=== Your goal ===
Only the lines containing the string "other" are needed; copy all of them from the listing.

=== Supplied records ===
Segment Open

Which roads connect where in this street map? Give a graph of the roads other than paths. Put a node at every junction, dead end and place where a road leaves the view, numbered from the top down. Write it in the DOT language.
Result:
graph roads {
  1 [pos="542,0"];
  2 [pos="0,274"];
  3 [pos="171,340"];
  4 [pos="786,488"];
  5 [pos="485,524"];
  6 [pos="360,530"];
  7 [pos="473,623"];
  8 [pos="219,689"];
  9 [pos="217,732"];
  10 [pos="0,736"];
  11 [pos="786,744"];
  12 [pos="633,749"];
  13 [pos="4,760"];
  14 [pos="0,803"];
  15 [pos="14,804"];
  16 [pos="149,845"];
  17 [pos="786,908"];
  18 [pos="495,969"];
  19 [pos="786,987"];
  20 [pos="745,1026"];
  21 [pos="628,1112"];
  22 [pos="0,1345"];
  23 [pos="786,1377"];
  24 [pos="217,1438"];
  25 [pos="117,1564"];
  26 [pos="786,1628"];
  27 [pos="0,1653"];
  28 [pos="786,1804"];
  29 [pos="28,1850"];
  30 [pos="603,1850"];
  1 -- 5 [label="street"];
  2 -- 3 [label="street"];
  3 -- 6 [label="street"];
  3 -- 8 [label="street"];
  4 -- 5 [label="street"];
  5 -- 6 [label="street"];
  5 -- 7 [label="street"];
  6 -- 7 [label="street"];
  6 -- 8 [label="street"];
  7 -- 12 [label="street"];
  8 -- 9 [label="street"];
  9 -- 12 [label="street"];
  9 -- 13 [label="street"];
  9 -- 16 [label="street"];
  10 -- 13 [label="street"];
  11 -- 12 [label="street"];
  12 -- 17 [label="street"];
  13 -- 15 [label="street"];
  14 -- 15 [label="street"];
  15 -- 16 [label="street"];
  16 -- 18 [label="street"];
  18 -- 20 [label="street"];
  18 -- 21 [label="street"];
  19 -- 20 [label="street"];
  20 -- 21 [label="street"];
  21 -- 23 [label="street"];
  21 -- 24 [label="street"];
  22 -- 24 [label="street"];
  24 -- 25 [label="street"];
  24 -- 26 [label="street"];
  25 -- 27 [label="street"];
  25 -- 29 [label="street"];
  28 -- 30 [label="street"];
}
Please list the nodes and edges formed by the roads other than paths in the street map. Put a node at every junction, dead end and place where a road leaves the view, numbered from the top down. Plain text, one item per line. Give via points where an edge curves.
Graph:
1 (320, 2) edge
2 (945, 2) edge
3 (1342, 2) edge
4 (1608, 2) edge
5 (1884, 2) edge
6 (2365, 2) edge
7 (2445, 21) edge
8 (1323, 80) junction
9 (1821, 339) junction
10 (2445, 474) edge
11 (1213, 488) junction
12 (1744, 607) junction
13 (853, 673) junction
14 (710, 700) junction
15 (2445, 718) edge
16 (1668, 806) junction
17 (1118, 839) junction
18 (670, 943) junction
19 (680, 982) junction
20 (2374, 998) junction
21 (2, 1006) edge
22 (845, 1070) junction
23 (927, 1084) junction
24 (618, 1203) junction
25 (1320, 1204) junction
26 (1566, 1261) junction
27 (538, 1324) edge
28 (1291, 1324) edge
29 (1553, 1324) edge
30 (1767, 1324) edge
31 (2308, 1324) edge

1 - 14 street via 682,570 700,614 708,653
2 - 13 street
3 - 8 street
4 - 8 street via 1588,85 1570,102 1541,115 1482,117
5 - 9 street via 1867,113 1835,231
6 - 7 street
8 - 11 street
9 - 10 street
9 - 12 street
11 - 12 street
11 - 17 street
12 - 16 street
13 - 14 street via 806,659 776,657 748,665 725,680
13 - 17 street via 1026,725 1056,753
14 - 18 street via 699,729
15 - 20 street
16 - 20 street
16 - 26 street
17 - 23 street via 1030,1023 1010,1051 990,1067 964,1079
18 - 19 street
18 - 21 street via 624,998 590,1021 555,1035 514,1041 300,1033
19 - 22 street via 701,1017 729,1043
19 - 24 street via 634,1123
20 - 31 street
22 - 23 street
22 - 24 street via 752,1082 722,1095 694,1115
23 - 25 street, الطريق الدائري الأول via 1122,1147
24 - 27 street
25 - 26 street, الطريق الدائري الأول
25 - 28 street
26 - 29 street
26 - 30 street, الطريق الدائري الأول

Segment Closed

=== Exercise solution ===
Which roads connect where in this street map? Give a graph of the roads other than paths. Put a node at every junction, dead end and place where a road leaves the view, numbered from the top down. Write it in the DOT language.
Please list the nodes and edges formed by the roads other than paths in the street map. Put a node at every junction, dead end and place where a road leaves the view, numbered from the top down. Plain text, one item per line. Give via points where an edge curves.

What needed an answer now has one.